Having understood this architecture, we can easily see how it can play into the landscape of attention. Objects are in a scene, and there are relationships between objects (at a basic level, relative positioning, and perhaps meaningful relationships at the semantic level as well). Those relationships can be represented in the form of a graph (or multiple graphs). The edges in the graph are effectively the "context" for each object, that is to say, its relationships. Phase encoding distributes the relationships in both space and time, by including micro-sequences of relationships in particular positions of the spike train. When two objects are related they will "move together" in the information space, in exactly the same way they would move together in the visual space if they were related. Thus the relative positioning in the spike train will remain relatively stable as the organism navigates through the environment. Thus the spiking phase represents a relationship - it encodes the sharing of information between neighboring nodes.

When the graph is symmetric, its adjacency matrix can be diagonalized and the eigenvalues applies to further calculations, like the length of an edge. Mathematically a graph consists of a set of vertices and edges { V, E }. This representation closely resembles the idea of a "mesh". (We saw an example of a mesh earlier, when we looked at Annie's picture of a neural network, and its import into Blender). A mesh is a graph, but it can be cyclic. It consists of vertices, edges, and faces. The faces are defined by normal vectors that point outward from each face, which describes an orientation relative to the embedding dimension. Faces can also be internally oriented, as described in the Grassmann algebra. If the faces are triangular, global orientation can always be achieved, and it can sometimes be achieved for other polygonal structures. As distinct from a mesh, a point cloud has no edges, and therefore no faces. However these can be "built", based on the relationship between nearby points. In the same way, neural networks can build associations (edges) between events by analyzing their phase encoded temporal relationships. When the ramp cells in the entorhinal cortex operate with periods much greater than the theta rhythm, such a method can be used to solve the credit assignment problem, using the micro-causality method shown in the first section. And, as discussed, this amounts to a grand total of rotating a circle, which is simply a matrix multiplication - something neural network excel at!

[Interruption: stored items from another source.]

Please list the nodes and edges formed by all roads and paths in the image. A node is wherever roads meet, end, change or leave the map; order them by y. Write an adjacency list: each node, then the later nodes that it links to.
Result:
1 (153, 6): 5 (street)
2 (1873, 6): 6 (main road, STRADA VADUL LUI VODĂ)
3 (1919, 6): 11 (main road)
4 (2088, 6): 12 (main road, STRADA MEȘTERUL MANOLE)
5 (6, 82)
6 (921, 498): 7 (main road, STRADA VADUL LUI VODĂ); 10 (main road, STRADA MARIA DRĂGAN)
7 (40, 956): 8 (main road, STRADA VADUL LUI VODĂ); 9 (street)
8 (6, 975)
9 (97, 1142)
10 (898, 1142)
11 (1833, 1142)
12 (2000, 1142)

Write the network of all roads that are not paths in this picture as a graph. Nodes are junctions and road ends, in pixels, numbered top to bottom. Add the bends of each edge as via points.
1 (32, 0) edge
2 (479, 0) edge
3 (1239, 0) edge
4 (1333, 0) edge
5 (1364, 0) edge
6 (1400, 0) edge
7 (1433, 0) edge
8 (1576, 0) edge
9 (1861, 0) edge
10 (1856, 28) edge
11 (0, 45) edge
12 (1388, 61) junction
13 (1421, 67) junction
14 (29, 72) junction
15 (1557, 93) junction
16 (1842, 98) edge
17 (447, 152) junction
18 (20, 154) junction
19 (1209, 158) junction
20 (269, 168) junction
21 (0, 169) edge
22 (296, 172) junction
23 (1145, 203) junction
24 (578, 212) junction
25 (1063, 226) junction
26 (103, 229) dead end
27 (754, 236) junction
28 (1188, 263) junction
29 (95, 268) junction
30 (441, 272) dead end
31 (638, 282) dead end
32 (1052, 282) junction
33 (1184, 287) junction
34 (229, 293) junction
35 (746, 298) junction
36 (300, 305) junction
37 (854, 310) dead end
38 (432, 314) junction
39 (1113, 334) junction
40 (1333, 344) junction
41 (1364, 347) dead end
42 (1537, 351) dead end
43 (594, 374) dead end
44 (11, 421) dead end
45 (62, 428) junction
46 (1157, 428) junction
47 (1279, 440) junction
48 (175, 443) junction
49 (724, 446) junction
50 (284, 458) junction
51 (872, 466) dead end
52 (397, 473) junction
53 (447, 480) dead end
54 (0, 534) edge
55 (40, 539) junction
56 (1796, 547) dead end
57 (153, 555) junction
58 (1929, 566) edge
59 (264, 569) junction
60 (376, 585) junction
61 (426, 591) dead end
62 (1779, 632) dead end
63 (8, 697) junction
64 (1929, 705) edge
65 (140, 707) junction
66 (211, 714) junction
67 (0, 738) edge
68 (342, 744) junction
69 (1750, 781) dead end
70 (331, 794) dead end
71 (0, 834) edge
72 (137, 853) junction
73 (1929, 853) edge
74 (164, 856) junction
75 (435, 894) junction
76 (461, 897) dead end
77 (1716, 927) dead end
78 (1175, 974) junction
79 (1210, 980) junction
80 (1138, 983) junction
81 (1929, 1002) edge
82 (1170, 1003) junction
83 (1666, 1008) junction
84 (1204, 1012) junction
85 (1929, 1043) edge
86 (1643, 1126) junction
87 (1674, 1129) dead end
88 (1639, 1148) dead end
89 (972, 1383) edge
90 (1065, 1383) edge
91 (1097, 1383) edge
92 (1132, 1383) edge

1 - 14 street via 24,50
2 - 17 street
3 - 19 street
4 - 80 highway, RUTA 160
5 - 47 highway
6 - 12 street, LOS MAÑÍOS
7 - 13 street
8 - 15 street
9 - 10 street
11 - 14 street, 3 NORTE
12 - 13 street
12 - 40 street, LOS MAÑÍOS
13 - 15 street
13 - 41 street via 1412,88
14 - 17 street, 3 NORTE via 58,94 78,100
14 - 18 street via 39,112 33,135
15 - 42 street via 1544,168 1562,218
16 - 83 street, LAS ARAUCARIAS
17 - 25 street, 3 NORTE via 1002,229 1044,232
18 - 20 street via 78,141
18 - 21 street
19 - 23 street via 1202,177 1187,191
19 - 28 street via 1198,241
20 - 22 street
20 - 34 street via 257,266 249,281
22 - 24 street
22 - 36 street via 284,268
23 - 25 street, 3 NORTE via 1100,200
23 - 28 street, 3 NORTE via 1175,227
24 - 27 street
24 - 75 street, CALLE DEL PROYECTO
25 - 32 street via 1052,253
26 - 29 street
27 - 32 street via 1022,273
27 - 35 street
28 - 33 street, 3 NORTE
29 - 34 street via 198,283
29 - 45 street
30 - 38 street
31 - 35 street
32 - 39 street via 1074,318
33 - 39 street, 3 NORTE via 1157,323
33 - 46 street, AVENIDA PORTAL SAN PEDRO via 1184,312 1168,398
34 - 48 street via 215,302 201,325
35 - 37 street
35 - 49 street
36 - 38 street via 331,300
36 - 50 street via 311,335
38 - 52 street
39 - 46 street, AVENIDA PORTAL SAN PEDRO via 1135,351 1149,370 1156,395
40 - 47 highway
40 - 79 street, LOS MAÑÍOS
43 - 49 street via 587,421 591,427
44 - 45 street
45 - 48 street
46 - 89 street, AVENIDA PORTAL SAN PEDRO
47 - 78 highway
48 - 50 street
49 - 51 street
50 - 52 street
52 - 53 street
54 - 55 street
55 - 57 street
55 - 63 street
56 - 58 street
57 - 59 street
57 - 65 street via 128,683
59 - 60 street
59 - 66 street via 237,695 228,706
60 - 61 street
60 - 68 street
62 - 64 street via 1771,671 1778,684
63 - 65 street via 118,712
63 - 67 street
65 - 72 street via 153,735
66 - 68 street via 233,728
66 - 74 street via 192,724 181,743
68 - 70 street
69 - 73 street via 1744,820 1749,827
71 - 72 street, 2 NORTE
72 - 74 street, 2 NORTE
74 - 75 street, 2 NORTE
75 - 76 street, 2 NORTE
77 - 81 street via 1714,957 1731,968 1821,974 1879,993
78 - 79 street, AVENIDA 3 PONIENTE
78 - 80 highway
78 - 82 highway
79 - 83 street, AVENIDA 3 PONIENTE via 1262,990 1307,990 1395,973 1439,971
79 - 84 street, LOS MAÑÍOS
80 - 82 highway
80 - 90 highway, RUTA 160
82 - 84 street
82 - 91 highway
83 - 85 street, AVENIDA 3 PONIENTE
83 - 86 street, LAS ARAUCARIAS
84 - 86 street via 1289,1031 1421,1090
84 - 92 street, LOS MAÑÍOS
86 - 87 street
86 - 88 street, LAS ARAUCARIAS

In the case of attention, the graph that results from the loading of contextual information is used to pass that context between nodes, allowing decision making on the basis of combinations of events. In the case of motor mapping, the graph is directed and asymmetrical, meaning that sequences have a well defined orientation. The directed acyclic graph is also of fundamental importance in the cognition related to causality, which is central to solving goal oriented tasks, and also central to the modeling of belief. Directed acyclic graphs provide a convenient way to manipulate the parameters underlying Bayesian inference on a dataset, the dataset in this case being the moving signal patterns along the timeline, and the conversion of this signal pattern into timeless representations in a mathematical graph. The graph can be high dimensional. There is nothing restricting the graph to 3 dimensions. One must be careful because there is sometimes slightly different algebra in the higher dimensions, and tools like the Clifford algebras become useful to us because we have to deal with both commutative and anti-commutative operators.